[Stored data]
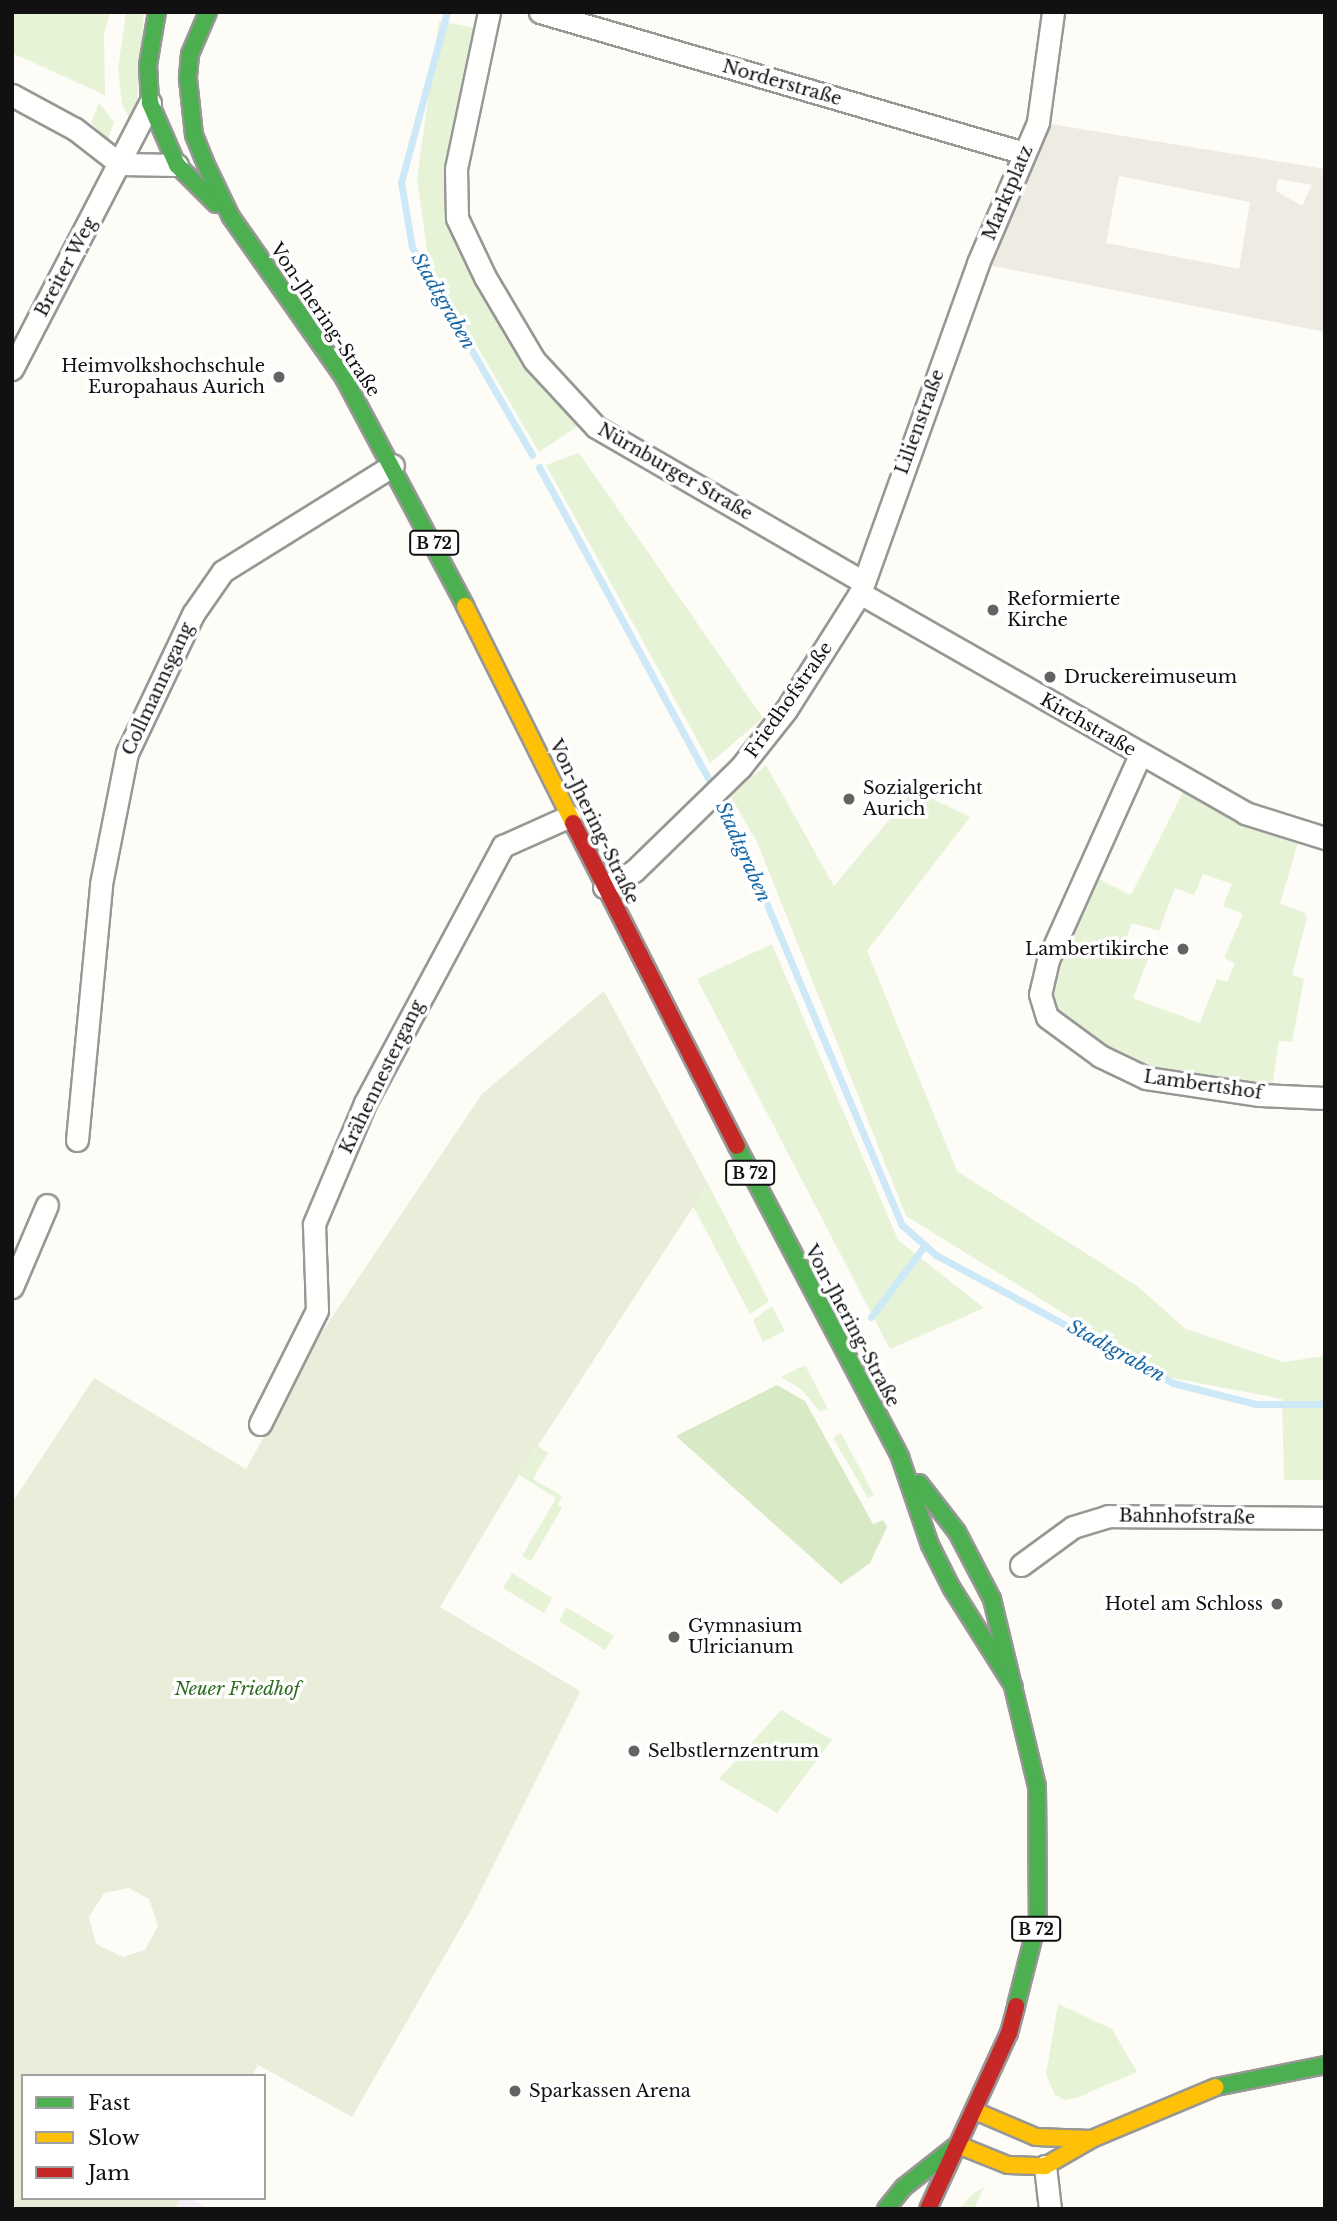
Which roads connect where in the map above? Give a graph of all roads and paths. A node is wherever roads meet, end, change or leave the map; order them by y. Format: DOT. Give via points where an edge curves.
graph roads {
  1 [pos="157,12"];
  2 [pos="208,12"];
  3 [pos="489,12"];
  4 [pos="540,12"];
  5 [pos="1054,12"];
  6 [pos="12,95"];
  7 [pos="150,103"];
  8 [pos="1024,153"];
  9 [pos="120,164"];
  10 [pos="177,165"];
  11 [pos="231,217"];
  12 [pos="978,263"];
  13 [pos="12,369"];
  14 [pos="393,465"];
  15 [pos="861,587"];
  16 [pos="1140,755"];
  17 [pos="570,816"];
  18 [pos="1325,838"];
  19 [pos="604,887"];
  20 [pos="1325,1098"];
  21 [pos="77,1140"];
  22 [pos="47,1205"];
  23 [pos="13,1284"];
  24 [pos="260,1424"];
  25 [pos="900,1457"];
  26 [pos="1325,1518"];
  27 [pos="1021,1565"];
  28 [pos="1014,1687"];
  29 [pos="1325,2065"];
  30 [pos="975,2111"];
  31 [pos="1092,2139"];
  32 [pos="958,2145"];
  33 [pos="1045,2166"];
  34 [pos="886,2209"];
  35 [pos="928,2209"];
  36 [pos="1050,2209"];
  1 -- 7 [label="main road, Von-Jhering-Straße / B 72" via="148,65"];
  2 -- 11 [label="main road, Von-Jhering-Straße / B 72" via="190,54 189,105 194,135"];
  3 -- 15 [label="street, Nürnburger Straße" via="456,169 457,218 485,277 534,360 596,427"];
  4 -- 8 [label="street, Norderstraße"];
  5 -- 8 [label="street, Marktplatz" via="1038,122"];
  6 -- 9 [label="street" via="75,129"];
  7 -- 9 [label="street, Breiter Weg"];
  7 -- 10 [label="main road, Von-Jhering-Straße / B 72"];
  8 -- 12 [label="street, Marktplatz"];
  9 -- 10 [label="street"];
  9 -- 13 [label="street, Breiter Weg"];
  10 -- 11 [label="main road, Von-Jhering-Straße / B 72"];
  11 -- 14 [label="main road, Von-Jhering-Straße / B 72" via="299,308"];
  12 -- 15 [label="street, Lilienstraße"];
  14 -- 17 [label="main road, Von-Jhering-Straße / B 72"];
  14 -- 21 [label="street, Collmannsgang" via="223,571 193,614 127,753 110,825 88,1000"];
  15 -- 16 [label="street, Kirchstraße"];
  15 -- 19 [label="street, Friedhofstraße" via="786,710 740,768 634,871"];
  16 -- 18 [label="street, Kirchstraße" via="1245,813"];
  16 -- 20 [label="street, Lambertshof" via="1048,960 1041,981 1042,1007 1054,1025 1127,1073 1260,1095"];
  17 -- 19 [label="main road, Von-Jhering-Straße / B 72"];
  17 -- 24 [label="street, Krähennestergang" via="503,846 365,1102 314,1224 317,1310"];
  19 -- 25 [label="main road, Von-Jhering-Straße / B 72"];
  22 -- 23 [label="street"];
  25 -- 28 [label="main road, Von-Jhering-Straße / B 72" via="946,1577"];
  25 -- 28 [label="main road, Von-Jhering-Straße / B 72" via="957,1532 992,1599"];
  26 -- 27 [label="street, Bahnhofstraße" via="1108,1516 1073,1527"];
  28 -- 30 [label="main road, Von-Jhering-Straße / B 72" via="1037,1786 1038,1919 1009,2033"];
  29 -- 31 [label="main road" via="1212,2088"];
  30 -- 31 [label="main road" via="1036,2137"];
  30 -- 32 [label="main road, Von-Jhering-Straße / B 72"];
  31 -- 33 [label="main road"];
  32 -- 33 [label="main road" via="1008,2165"];
  32 -- 34 [label="main road, B 72" via="904,2187"];
  32 -- 35 [label="main road, B 72"];
  33 -- 36 [label="street"];
}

• Task directions:
Copy from the entries above each line in which the string "Marktplatz" can be found.

• Result for this exercise:
  5 -- 8 [label="street, Marktplatz" via="1038,122"];
  8 -- 12 [label="street, Marktplatz"];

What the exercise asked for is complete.